(Stored items)
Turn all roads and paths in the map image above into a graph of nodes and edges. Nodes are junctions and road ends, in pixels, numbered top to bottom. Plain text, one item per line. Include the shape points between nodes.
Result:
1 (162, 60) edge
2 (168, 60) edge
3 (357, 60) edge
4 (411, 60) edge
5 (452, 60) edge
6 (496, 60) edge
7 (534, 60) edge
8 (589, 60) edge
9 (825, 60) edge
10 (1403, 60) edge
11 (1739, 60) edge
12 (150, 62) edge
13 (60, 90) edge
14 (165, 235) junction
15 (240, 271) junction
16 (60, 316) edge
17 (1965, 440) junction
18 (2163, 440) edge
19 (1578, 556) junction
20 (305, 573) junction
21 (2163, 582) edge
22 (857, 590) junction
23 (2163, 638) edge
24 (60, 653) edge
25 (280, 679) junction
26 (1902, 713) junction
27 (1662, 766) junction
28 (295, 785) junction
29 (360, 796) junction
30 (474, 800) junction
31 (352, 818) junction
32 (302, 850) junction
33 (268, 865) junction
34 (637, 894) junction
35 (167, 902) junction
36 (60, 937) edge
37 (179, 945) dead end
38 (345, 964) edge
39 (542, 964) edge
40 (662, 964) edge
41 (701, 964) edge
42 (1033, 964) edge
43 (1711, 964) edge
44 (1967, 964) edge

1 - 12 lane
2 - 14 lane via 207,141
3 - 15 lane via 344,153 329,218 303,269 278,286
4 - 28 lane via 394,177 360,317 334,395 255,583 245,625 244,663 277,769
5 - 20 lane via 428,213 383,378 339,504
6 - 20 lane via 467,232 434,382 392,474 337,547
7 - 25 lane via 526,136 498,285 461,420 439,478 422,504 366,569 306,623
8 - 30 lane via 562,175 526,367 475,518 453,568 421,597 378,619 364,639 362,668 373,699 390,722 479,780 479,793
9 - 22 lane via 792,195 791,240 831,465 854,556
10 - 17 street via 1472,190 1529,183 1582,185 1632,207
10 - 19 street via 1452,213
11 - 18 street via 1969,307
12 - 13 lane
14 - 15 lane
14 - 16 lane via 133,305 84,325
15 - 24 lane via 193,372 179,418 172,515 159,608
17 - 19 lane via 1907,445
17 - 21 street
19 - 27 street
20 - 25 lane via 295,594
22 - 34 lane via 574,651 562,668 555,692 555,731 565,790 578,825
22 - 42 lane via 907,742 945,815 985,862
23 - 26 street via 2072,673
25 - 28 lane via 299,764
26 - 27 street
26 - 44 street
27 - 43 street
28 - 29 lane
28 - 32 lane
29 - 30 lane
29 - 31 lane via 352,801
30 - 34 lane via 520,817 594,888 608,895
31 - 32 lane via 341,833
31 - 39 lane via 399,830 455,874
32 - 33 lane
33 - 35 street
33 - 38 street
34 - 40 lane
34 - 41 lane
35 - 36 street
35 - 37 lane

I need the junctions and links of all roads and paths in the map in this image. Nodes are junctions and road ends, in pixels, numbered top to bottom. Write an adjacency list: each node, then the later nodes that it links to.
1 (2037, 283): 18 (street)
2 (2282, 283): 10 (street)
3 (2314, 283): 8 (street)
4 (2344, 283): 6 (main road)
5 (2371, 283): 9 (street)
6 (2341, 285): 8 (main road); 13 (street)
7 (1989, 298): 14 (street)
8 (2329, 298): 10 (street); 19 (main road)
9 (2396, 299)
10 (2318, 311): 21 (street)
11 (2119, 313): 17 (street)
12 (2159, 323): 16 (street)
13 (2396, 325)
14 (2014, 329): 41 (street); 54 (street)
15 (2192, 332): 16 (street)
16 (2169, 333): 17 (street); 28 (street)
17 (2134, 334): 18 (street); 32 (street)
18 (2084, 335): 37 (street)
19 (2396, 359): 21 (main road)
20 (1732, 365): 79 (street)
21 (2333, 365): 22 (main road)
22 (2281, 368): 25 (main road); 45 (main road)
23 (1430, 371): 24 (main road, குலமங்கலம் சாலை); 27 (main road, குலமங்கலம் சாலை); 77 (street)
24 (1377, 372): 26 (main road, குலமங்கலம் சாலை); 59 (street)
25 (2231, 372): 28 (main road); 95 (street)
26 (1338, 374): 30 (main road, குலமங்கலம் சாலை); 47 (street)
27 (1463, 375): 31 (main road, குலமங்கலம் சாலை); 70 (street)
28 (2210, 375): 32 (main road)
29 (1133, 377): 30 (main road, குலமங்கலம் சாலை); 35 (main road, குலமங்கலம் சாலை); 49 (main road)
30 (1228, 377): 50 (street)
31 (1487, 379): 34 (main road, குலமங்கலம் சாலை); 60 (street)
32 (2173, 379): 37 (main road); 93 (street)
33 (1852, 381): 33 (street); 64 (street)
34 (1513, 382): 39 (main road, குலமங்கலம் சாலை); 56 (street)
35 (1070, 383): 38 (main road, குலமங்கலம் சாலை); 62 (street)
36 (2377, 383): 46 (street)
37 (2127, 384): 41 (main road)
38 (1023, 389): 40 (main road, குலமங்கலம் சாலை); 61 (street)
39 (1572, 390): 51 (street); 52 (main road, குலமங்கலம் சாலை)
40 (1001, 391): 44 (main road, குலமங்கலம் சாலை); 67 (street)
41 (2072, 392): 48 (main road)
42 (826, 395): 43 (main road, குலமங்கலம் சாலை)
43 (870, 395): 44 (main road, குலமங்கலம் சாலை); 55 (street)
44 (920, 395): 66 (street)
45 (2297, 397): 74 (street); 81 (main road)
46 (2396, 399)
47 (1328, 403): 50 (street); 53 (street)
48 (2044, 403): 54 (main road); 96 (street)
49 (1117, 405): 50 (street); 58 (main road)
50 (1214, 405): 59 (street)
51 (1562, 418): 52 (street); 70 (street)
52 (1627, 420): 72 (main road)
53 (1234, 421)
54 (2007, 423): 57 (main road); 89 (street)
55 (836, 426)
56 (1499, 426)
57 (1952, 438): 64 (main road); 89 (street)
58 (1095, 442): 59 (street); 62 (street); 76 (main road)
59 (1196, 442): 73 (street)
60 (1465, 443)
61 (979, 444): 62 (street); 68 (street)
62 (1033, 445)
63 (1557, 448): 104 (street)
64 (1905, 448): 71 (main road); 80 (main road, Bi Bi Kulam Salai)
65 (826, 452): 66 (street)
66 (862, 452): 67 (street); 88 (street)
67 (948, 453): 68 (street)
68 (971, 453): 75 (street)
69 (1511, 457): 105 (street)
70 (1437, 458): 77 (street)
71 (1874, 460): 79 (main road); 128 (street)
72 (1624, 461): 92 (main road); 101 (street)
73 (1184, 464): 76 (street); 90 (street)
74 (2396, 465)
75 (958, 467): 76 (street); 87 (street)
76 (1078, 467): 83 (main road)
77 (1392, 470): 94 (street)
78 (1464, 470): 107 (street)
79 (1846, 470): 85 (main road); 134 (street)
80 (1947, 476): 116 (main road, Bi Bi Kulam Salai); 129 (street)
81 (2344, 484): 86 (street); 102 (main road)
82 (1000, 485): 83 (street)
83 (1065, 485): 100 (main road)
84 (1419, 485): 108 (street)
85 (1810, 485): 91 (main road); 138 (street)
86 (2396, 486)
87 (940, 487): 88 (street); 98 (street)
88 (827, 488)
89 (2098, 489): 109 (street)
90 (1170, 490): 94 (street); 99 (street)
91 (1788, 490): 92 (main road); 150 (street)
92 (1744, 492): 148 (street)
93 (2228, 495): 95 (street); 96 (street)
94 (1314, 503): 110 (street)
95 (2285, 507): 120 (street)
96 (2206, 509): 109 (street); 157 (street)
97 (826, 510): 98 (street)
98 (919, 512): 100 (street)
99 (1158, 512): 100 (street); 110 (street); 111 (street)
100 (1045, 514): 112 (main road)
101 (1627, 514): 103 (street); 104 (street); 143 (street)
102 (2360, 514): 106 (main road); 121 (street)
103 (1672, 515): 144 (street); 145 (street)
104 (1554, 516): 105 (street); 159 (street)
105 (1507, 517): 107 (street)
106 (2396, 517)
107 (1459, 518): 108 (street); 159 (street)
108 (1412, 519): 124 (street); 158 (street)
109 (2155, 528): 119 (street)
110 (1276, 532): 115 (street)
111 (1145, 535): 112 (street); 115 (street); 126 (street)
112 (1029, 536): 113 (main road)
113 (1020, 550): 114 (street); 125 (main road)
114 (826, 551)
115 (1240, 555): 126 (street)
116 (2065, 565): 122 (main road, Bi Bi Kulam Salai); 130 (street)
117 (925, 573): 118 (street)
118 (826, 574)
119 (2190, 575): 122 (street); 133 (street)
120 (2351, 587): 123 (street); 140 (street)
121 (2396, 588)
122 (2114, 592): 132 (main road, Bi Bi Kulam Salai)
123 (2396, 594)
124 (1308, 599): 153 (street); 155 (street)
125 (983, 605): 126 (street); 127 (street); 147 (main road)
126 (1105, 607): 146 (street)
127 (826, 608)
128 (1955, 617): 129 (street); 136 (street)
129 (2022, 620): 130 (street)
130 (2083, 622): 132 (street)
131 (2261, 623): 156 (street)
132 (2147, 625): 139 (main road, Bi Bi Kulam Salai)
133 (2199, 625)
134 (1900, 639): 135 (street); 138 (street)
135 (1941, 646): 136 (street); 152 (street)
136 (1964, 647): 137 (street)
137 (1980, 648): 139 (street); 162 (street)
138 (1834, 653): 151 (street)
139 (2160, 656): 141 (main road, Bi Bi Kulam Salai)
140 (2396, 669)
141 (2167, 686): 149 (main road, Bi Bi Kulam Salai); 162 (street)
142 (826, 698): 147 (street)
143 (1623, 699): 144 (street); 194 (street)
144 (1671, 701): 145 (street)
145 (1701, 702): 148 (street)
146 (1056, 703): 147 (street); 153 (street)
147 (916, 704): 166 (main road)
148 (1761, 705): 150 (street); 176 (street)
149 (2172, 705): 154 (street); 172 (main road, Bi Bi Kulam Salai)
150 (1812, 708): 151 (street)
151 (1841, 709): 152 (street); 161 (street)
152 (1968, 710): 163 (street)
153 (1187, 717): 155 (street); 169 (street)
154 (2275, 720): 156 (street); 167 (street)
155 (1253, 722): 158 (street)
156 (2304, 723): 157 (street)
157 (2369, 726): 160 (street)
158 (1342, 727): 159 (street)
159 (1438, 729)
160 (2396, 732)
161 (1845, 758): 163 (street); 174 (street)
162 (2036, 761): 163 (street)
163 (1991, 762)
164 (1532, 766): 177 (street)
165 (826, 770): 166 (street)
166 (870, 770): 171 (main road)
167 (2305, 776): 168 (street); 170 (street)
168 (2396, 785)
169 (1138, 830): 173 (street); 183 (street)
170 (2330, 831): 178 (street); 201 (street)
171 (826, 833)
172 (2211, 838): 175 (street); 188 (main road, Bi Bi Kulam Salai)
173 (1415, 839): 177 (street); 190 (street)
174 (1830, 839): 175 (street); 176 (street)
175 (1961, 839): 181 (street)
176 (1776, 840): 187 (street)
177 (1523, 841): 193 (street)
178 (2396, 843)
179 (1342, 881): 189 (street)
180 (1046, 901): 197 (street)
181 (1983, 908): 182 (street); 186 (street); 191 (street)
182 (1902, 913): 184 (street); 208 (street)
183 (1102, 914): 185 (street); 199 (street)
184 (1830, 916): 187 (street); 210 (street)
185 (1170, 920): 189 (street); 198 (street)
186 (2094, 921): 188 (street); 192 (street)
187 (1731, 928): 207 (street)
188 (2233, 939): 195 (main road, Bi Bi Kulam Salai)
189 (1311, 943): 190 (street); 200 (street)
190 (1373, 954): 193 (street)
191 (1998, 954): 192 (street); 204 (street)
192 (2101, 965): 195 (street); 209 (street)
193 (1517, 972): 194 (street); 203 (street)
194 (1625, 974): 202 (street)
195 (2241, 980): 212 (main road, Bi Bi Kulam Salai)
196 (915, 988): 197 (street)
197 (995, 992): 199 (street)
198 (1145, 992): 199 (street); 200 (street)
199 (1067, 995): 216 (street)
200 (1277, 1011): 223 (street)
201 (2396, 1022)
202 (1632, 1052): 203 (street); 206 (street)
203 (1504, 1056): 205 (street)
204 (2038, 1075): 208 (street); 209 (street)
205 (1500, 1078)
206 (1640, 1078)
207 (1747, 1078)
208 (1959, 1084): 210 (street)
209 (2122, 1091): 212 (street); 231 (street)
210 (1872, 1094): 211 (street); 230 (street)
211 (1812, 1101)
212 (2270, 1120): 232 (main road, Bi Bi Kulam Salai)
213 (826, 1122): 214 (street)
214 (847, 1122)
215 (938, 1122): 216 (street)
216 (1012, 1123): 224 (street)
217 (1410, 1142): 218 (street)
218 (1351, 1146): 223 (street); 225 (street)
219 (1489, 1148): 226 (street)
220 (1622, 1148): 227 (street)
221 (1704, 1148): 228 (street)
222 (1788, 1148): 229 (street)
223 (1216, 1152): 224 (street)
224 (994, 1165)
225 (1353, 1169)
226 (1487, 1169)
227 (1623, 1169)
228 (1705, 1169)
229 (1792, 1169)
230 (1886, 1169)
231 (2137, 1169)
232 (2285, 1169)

### WORK ORDER:
Working through the records, find each line containing the word "junctions" and copy it.

### SOLUTION TO THE PROBLEM:
Turn all roads and paths in the map image above into a graph of nodes and edges. Nodes are junctions and road ends, in pixels, numbered top to bottom. Plain text, one item per line. Include the shape points between nodes.
I need the junctions and links of all roads and paths in the map in this image. Nodes are junctions and road ends, in pixels, numbered top to bottom. Write an adjacency list: each node, then the later nodes that it links to.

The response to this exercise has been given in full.